### Required action
Gather every line below where "dead" appears.
Data records: Begin
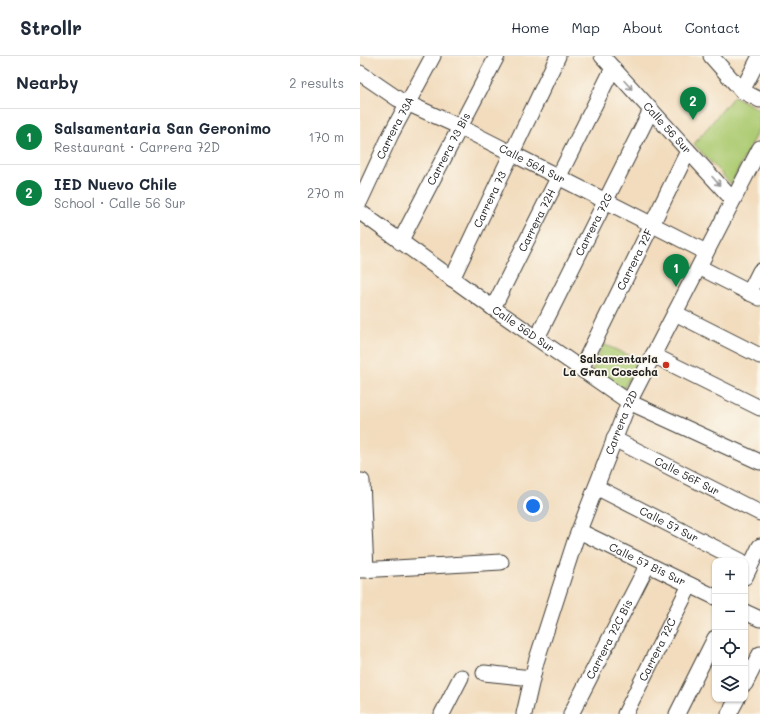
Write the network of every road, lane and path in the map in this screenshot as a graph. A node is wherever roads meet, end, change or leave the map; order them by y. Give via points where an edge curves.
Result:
1 (434, 56) edge
2 (495, 56) edge
3 (558, 56) edge
4 (602, 56) edge
5 (711, 56) edge
6 (760, 56) edge
7 (613, 68) junction
8 (360, 73) edge
9 (742, 91) junction
10 (760, 100) edge
11 (408, 102) junction
12 (651, 110) junction
13 (460, 127) junction
14 (760, 148) edge
15 (688, 151) junction
16 (512, 153) junction
17 (559, 177) junction
18 (733, 200) junction
19 (360, 201) edge
20 (606, 201) junction
21 (360, 212) edge
22 (653, 224) junction
23 (400, 242) junction
24 (706, 252) junction
25 (699, 267) junction
26 (760, 271) edge
27 (452, 279) junction
28 (755, 295) edge
29 (493, 308) junction
30 (675, 313) junction
31 (537, 338) junction
32 (653, 355) junction
33 (760, 356) edge
34 (581, 369) junction
35 (629, 402) junction
36 (760, 408) edge
37 (614, 439) junction
38 (760, 462) edge
39 (360, 481) edge
40 (596, 487) junction
41 (760, 513) edge
42 (579, 531) junction
43 (760, 546) edge
44 (729, 558) edge
45 (501, 562) dead end
46 (648, 564) junction
47 (748, 568) edge
48 (363, 570) edge
49 (690, 585) junction
50 (712, 596) edge
51 (748, 613) edge
52 (760, 619) edge
53 (712, 644) edge
54 (760, 654) edge
55 (484, 673) dead end
56 (461, 676) dead end
57 (532, 678) junction
58 (748, 678) edge
59 (735, 702) edge
60 (442, 714) edge
61 (524, 714) edge
62 (571, 714) edge
63 (625, 714) edge
64 (677, 714) edge
65 (729, 714) edge

1 - 11 street, Carrera 73A
2 - 13 street, Carrera 73 Bis
3 - 16 street, Carrera 73
4 - 7 street, Calle 56 Sur
5 - 9 street
6 - 9 street
7 -> 12 street, Calle 56 Sur
7 - 17 street, Carrera 72H
8 - 11 street, Calle 56A Sur via 398,99
9 - 10 street
11 - 13 street, Calle 56A Sur
11 - 19 street, Carrera 73A
12 - 15 street, Calle 56 Sur
12 - 20 street, Carrera 72G
13 - 16 street, Calle 56A Sur
13 - 23 street, Carrera 73 Bis
14 - 18 street, Carrera 72D
15 -> 18 street, Calle 56 Sur
15 - 22 street, Carrera 72F
16 - 17 street, Calle 56A Sur
16 - 27 street, Carrera 73
17 - 20 street, Calle 56A Sur
17 - 29 street, Carrera 72H
18 - 24 street, Carrera 72D
20 - 22 street, Calle 56A Sur
20 - 31 street, Carrera 72G
21 - 23 street, Calle 56D Sur
22 - 24 street, Calle 56A Sur
22 - 34 street, Carrera 72F
23 - 27 street, Calle 56D Sur
24 - 25 street, Carrera 72D
25 - 28 street
25 - 30 street, Carrera 72D
26 - 28 street
27 - 29 street, Calle 56D Sur
29 - 31 street, Calle 56D Sur
30 - 32 street, Carrera 72D
30 - 33 street
31 - 34 street, Calle 56D Sur
32 - 35 street, Carrera 72D
32 - 36 street
34 - 35 street, Calle 56D Sur
35 - 37 street, Carrera 72D
35 - 38 street, Calle 56D Sur
37 - 40 street, Carrera 72D
37 - 41 street, Calle 56F Sur
39 - 48 street via 365,520
40 - 42 street, Carrera 72D
40 - 44 street, Calle 57 Sur
42 - 46 street, Calle 57 Bis Sur
42 - 57 street, Carrera 72D
43 - 47 street
45 - 48 street
46 - 49 street, Calle 57 Bis Sur
46 - 62 street, Carrera 72C Bis
49 - 50 street, Calle 57 Bis Sur
49 - 63 street, Carrera 72C
51 - 52 street
53 - 64 street
54 - 58 street
55 - 57 street
56 - 60 street
57 - 61 street, Carrera 72D
59 - 65 street

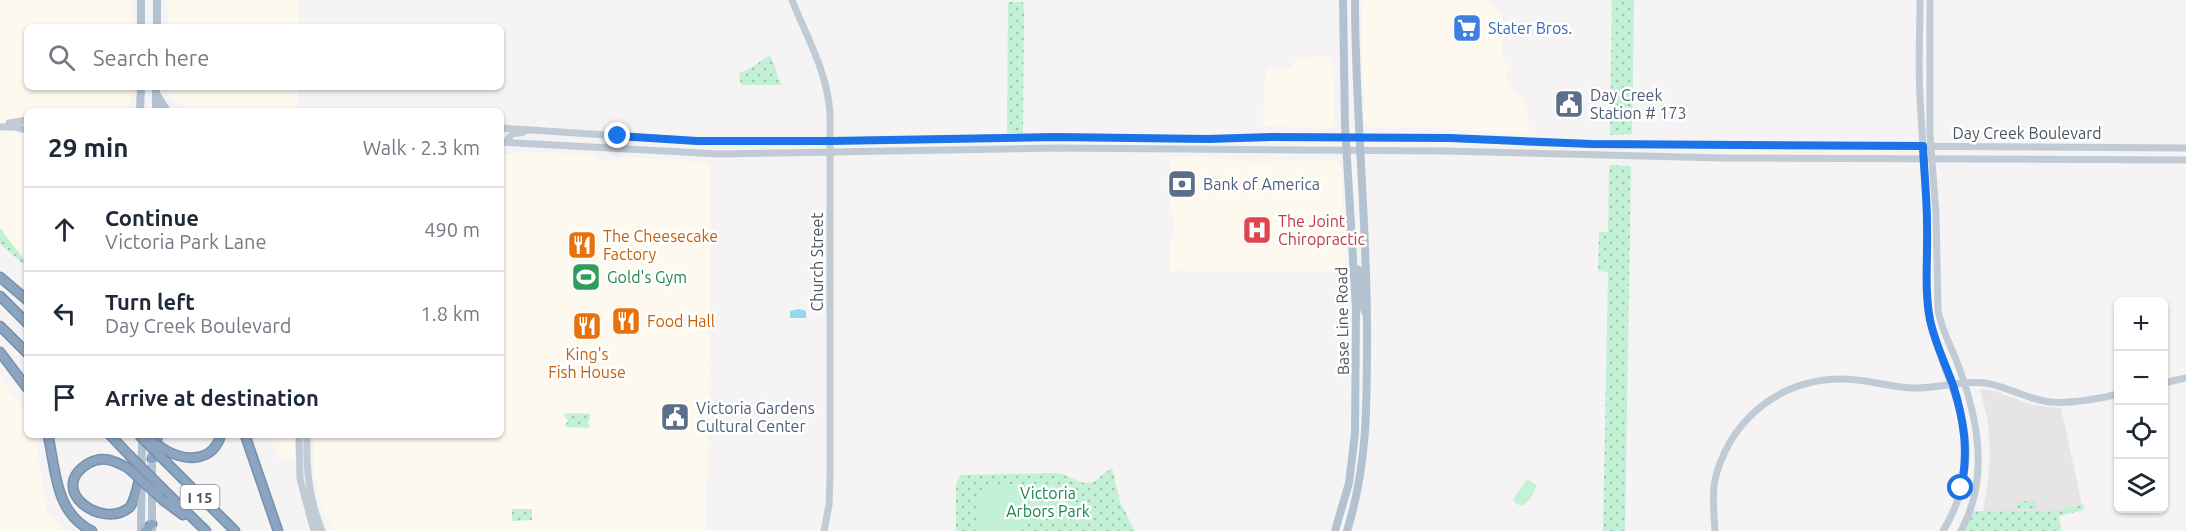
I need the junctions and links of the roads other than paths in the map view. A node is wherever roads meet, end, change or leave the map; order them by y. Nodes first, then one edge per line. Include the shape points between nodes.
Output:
1 (141, 0) edge
2 (157, 0) edge
3 (792, 0) edge
4 (1343, 0) edge
5 (1355, 0) edge
6 (1920, 0) edge
7 (1930, 0) edge
8 (141, 24) edge
9 (157, 24) edge
10 (141, 90) edge
11 (156, 90) edge
12 (141, 108) edge
13 (156, 108) edge
14 (165, 108) edge
15 (24, 121) edge
16 (0, 125) edge
17 (504, 128) edge
18 (24, 129) edge
19 (532, 130) junction
20 (1346, 138) junction
21 (1359, 138) junction
22 (504, 140) edge
23 (504, 141) edge
24 (831, 141) junction
25 (1927, 146) junction
26 (2186, 148) edge
27 (1347, 151) junction
28 (1360, 151) junction
29 (831, 153) junction
30 (1923, 157) junction
31 (1932, 158) junction
32 (2186, 160) edge
33 (1355, 268) junction
34 (0, 277) edge
35 (0, 296) edge
36 (24, 297) edge
37 (1367, 316) junction
38 (24, 320) edge
39 (0, 326) edge
40 (24, 350) edge
41 (0, 352) edge
42 (2186, 378) edge
43 (2168, 382) edge
44 (24, 384) edge
45 (1964, 384) junction
46 (1953, 386) junction
47 (2114, 395) edge
48 (49, 438) edge
49 (113, 438) edge
50 (141, 438) edge
51 (144, 438) edge
52 (146, 438) edge
53 (152, 438) edge
54 (157, 438) edge
55 (219, 438) edge
56 (246, 438) edge
57 (299, 438) edge
58 (307, 438) edge
59 (152, 459) junction
60 (141, 472) junction
61 (147, 529) edge
62 (205, 530) edge
63 (92, 531) edge
64 (235, 531) edge
65 (278, 531) edge
66 (314, 531) edge
67 (322, 531) edge
68 (824, 531) edge
69 (1335, 531) edge
70 (1347, 531) edge
71 (1715, 531) edge
72 (1943, 531) edge
73 (1961, 531) edge

1 - 8 main road
2 - 9 main road
3 - 24 main road, Church Street via 824,76 830,103
4 - 20 main road, Base Line Road
5 - 21 main road, Base Line Road
6 - 25 main road via 1920,93
7 - 25 main road
10 - 12 main road
11 - 13 main road
11 - 14 main road
15 - 16 main road
16 - 18 main road
17 - 19 main road, Day Creek Boulevard
19 - 22 main road via 512,134
19 - 24 main road, Day Creek Boulevard via 697,141
20 - 21 main road, Day Creek Boulevard
20 - 24 main road, Day Creek Boulevard
20 - 27 main road, Base Line Road
21 - 25 main road, Day Creek Boulevard
21 - 28 main road, Base Line Road
23 - 29 main road, Day Creek Boulevard via 704,154
24 - 29 main road, Church Street
25 - 26 main road, Day Creek Boulevard
25 - 30 main road
25 - 31 main road
27 - 28 main road, Day Creek Boulevard
27 - 29 main road, Day Creek Boulevard via 1056,148
27 - 33 main road, Base Line Road
28 - 30 main road, Day Creek Boulevard via 1730,158
28 - 37 main road, Base Line Road
29 - 68 main road, Church Street via 830,480
30 - 31 main road, Day Creek Boulevard
30 - 46 main road via 1930,318
31 - 32 main road, Day Creek Boulevard
31 - 45 main road via 1938,310
33 - 37 main road via 1361,272 1361,301
33 - 69 main road, Base Line Road via 1355,439
34 - 36 highway
35 - 38 highway
37 - 70 main road, Base Line Road via 1366,433
39 - 40 highway
41 - 44 highway
42 - 43 main road
45 - 46 main road
45 - 47 main road via 1991,384 2050,402
45 - 73 main road via 1977,433 1979,469 1972,507
46 - 71 main road via 1910,388 1840,378 1815,381 1772,398 1745,419 1717,473
46 - 72 main road via 1964,425 1966,454 1956,506
48 - 63 highway via 62,502 75,521
49 - 62 highway, I 15, bridge
50 - 60 main road
51 - 64 highway, I 15, bridge
52 - 55 highway, bridge via 185,458 198,458 214,448
53 - 59 main road
54 - 59 highway
56 - 65 highway
57 - 66 main road via 300,479
58 - 67 main road via 307,479
59 - 61 main road
60 - 61 main road
60 - 62 highway, bridge via 130,507 122,516 96,520 80,508 74,496 75,479 83,467 93,461 114,460 128,468 164,501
Data records: End
### Answer for the task
45 (501, 562) dead end
55 (484, 673) dead end
56 (461, 676) dead end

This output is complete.